As you approached the Church this evening you heard the bells ringing, playing Christmas carols and calling you to worship.
In fact, Bells have long been associated with Christianity. They call the faithful to prayer – not only to Church, but through the thrice-daily angelus prayer they call the faithful to prayer in the fields in the shops in their homes. And the bell not only provides a practical function, but it gives a beautiful sound. Just as the candle not only lights the Church but also beautifies it, so the bell not only calls to prayer but does so with charm and beauty.
Yet, in our very fast and practical world, we may say there is no longer any need for the bell or the candle. We have clocks, and timetables, mobile phones and halogen lighting.
But the bell speaks to us not only of another time, it also reminds us that there is harmnony in the practical ordinary things of life. The daily routine is marked by its music.
When we celebrate the birth of the Christ-child we celebrate something mundane, unremarkable and common-place.
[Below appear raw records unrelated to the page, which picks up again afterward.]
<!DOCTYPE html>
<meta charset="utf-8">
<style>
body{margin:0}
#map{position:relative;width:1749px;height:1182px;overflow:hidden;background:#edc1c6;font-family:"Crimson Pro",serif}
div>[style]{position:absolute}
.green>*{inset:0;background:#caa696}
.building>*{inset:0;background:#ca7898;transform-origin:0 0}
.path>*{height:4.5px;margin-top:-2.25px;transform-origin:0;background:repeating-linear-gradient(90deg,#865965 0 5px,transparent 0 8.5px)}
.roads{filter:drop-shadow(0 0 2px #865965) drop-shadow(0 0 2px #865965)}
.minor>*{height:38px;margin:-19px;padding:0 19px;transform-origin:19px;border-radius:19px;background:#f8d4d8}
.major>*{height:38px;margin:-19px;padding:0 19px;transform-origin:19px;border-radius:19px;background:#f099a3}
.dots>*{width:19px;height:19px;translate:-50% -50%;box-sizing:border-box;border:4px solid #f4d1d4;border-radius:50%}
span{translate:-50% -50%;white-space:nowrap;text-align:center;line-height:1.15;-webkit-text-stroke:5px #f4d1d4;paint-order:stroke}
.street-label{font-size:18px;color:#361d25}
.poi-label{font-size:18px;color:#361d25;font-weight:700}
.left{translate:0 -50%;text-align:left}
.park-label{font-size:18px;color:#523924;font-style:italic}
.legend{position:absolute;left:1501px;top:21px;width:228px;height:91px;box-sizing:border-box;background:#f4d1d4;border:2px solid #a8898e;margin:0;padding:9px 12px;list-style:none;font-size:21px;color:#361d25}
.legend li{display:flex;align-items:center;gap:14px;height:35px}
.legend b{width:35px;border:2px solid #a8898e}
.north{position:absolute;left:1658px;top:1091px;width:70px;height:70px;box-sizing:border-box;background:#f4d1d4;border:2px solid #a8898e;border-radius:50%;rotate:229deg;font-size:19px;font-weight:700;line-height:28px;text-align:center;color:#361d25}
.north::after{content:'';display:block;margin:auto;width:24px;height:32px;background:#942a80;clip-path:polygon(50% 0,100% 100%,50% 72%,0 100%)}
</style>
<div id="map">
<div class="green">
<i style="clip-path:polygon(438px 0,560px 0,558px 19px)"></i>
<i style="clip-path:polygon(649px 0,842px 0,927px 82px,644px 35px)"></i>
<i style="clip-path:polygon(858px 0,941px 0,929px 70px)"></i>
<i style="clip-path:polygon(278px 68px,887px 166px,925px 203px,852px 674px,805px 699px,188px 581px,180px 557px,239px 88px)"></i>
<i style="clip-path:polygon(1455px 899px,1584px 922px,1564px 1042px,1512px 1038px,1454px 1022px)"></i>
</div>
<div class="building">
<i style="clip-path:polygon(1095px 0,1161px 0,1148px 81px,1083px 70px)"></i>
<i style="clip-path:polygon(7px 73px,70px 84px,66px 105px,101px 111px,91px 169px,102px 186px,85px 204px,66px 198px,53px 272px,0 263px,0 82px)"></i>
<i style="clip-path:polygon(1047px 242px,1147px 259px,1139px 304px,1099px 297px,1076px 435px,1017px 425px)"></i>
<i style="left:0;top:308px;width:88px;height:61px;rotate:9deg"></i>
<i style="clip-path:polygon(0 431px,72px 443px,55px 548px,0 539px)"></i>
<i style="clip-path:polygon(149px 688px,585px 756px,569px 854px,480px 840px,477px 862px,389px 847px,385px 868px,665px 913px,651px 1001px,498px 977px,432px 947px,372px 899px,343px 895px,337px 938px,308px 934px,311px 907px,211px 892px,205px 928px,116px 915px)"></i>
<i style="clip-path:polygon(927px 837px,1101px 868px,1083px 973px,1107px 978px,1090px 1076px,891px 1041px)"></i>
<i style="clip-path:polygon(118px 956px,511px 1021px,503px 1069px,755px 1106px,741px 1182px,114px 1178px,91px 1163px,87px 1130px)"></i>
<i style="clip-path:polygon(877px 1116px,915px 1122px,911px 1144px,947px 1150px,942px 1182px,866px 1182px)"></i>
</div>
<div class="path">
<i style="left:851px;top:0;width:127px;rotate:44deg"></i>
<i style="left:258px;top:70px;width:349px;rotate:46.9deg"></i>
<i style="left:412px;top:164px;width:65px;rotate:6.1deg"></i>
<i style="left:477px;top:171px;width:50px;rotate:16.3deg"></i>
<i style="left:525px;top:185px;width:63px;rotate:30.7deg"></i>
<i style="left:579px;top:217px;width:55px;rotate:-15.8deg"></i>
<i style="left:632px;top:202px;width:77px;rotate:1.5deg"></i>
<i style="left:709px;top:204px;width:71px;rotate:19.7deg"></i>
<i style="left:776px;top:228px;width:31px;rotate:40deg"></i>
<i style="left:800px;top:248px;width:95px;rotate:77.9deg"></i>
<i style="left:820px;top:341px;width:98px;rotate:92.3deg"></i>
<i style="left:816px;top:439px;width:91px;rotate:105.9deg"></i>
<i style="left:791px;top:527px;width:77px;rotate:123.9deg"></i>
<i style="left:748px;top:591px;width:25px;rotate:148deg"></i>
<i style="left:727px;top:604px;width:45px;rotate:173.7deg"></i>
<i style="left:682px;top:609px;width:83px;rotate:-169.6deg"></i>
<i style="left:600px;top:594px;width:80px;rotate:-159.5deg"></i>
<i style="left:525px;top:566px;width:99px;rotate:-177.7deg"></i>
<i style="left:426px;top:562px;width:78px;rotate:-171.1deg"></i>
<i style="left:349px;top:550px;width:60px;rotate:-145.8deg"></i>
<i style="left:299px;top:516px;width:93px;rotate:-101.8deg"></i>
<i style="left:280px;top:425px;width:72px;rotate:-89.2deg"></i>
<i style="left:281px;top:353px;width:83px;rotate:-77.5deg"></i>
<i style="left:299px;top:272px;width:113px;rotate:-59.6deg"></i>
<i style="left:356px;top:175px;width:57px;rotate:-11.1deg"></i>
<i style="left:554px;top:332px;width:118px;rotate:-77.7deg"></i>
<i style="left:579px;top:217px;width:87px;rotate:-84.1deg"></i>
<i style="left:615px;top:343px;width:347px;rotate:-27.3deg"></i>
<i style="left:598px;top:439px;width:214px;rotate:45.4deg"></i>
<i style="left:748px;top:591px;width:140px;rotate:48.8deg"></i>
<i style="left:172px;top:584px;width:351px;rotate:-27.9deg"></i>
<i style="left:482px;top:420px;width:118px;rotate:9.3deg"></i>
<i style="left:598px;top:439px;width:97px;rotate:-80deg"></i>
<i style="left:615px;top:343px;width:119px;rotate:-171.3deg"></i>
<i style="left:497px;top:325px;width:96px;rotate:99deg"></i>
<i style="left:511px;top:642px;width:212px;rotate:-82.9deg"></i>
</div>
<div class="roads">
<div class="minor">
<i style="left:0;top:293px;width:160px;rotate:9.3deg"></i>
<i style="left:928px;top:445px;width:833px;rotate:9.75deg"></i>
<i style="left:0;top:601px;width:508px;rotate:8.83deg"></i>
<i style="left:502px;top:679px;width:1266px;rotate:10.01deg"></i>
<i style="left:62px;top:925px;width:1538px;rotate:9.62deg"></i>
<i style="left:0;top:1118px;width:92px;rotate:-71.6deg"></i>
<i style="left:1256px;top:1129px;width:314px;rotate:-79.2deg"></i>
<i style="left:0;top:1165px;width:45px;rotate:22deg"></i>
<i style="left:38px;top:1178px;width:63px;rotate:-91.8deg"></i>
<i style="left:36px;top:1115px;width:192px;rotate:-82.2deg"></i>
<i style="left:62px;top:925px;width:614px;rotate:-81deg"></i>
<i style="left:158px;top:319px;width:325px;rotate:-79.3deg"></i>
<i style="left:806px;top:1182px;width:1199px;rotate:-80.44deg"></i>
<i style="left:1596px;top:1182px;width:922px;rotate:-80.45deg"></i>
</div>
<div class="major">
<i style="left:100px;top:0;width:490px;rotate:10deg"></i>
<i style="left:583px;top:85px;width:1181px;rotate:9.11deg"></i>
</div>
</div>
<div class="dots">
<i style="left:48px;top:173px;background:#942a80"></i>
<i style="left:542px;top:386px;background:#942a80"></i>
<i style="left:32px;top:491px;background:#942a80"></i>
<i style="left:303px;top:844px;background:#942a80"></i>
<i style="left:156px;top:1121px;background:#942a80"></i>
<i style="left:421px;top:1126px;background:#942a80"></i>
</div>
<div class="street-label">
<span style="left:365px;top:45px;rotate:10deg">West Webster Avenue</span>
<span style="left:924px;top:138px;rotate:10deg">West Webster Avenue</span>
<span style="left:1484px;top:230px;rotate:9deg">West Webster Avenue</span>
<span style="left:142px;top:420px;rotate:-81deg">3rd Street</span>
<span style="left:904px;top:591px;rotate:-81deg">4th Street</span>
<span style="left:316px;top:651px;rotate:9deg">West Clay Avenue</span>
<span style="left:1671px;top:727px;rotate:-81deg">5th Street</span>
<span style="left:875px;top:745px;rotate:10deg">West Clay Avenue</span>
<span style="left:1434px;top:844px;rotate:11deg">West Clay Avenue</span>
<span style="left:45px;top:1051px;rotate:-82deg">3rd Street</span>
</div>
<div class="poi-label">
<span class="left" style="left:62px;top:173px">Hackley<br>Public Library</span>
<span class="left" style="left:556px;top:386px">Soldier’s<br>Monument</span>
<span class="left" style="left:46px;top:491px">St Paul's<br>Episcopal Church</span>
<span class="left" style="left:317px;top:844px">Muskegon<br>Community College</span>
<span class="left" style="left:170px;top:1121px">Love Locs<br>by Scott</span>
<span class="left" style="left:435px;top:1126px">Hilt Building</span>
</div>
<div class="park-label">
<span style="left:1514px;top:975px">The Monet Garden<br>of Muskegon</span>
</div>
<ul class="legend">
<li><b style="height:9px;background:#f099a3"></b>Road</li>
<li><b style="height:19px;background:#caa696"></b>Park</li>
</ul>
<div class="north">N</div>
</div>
The birth of a child. The life of a family. The love and concern of his parents. A place of work and not a clean or decorated palace. In this birth God himself enters into the trivial struggles of life. He dwells in the simple and the everyday. Hardly noticed at the time, save for a few curious pilgrims.
And our bells make the mundane melodious. The Word is made flesh. And all creation is filled with the glory of God.